どうにも気まずいこの空間、モモはずっと目を合わせてくれないけれど、このままではダメだとルクリアは思い、意を決してモモに話しかける。
「モモ、あのさ……」
「うん」
「大変……だったね」
「うん」
「怖かったよね」
「……うん」
次第に涙声になっていくモモ。こんな事を言っても今更だな、とルクリアが苦笑して髪をかきあげていると、不意にモモが振り向き、大粒の涙を流しながらルクリアの胸に飛びつく。
「ぐえ……モモ痛いよ――」
「なんでオレなんかをたすけにきたんだよ! こんなめにあってまで! ひとりでにげればよかったんだ!」
ルクリアが痛がるのもお構いなしに、思い切りしがみついて号泣するモモ。服を掴む手に目立つ、縛り上げられたときにできたのであろう手首の擦り傷が、見ているだけでも痛々しい。

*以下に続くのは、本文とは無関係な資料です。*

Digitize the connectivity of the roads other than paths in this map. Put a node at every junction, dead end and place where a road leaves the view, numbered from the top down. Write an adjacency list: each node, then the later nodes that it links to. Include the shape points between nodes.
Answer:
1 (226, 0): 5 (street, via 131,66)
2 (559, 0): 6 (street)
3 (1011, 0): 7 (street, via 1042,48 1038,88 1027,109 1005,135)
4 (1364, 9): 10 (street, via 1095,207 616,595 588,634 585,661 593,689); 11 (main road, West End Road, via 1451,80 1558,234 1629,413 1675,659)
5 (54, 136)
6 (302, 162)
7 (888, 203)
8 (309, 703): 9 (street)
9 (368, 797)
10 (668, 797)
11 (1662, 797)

「オレのためにこんな目にあうひつようなんかないのに! みすてればいいんだ! いますぐにでもあっちにいけって……。ちかづくなって……!」
モモは言葉とは裏腹に、しっかりとルクリアを抱きしめて離さない。顔こそ見えないけれど、きっと涙と鼻水でぐしょぐしょなのだろう。そっと抱き返すように頭を撫でても、モモの嗚咽と感情の奔流が収まる気配はない。
「オレがしんだってだれもかなしまないんだから! でも、ねーちゃんがしんだらみんなかなしむから……。もうオレになんてかまわないで自分のために生きろよ! もういいんだよ……。じゅうぶんしあわせだったよ……」
次第にモモの叫びは消え入りそうな声になっていく。
「まったく、言いたい放題だなぁ。このバカ妹め。……助けてもらったら ”なんで” じゃなくて ”ありがとう” でしょ~」
モモの言いたいことはわかる。きっとルクリアがモモの立場なら、同じことを思い、言うだろう。それでも、ルクリアにも言いたいことはあるし、それをモモに伝えなくてはいけないと思う。だから、思い切りモモを抱きしめて、そこにある確かな体温を感じながら、ルクリアは言う。
「モモが死んだら悲しいよ。少なくとも、わたしは悲しい。それにね、わたしはわたしのためにモモを助けたの。嫌々仕方なくなんかじゃないよ」
「なんでそこまであかのたにんにできるんだよ……。バカかよ……」
「バカはあんたでしょ。いい? 可愛い妹を助けるのは ”ねーちゃん” の楽しみなの! 生きがいなの! それを奪おうだなんて、例えモモが相手でも許さないんだから」
「いみわからねーよ……。やっぱバカなんだな。オレにもバカがうつりそうだ」
一通り言いたいことを言い切った後、ルクリアは自分も涙を流していることに気づいた。悲しいわけじゃない。今こうしてモモと一緒にいられることが嬉しいはずなのに、なぜだか涙は止まらない。
それからも、モモは泣きながらいろいろなことを話してくれた。
恐怖心から振るった魔法で、人を傷つけたこと。それをティルに話したら、何も言わずに抱きしめてくれたこと。ルクリアやティルは好きだけど、この世界も、人とは違う自分も大嫌いだと言うこと……。
泣きじゃくるモモの話に相槌を打ちながらルクリアは静かに聞いた。
一通りモモが話したその後、ルクリアは赤くなった鼻をすすりながら、自分の胸に頭をうずめるモモをじっと見る。そして一言、静かに怒りで震える声で言った。
「あの、そこで鼻拭くの、とっても汚いからやめてくれるかな……モモちゃんさん?」
「……ありがとう」
「うるさい! 離れろ! うわぁ~あ!! スライムみたいに鼻水を伸ばすな~!!」
「――ふふ、リアちゃんをよろしくね、モモちゃん」
医務室の扉の外、壁により掛かるようにして立って、ひとり静かにルクリアとモモの会話を聞いていたティル。目論見通り本音をぶつけ合えた二人に、聞こえないとわかっていながらも小さな声で呟いて、嬉しそうに、けれどどこか寂しそうな笑顔で部屋の前を後にした。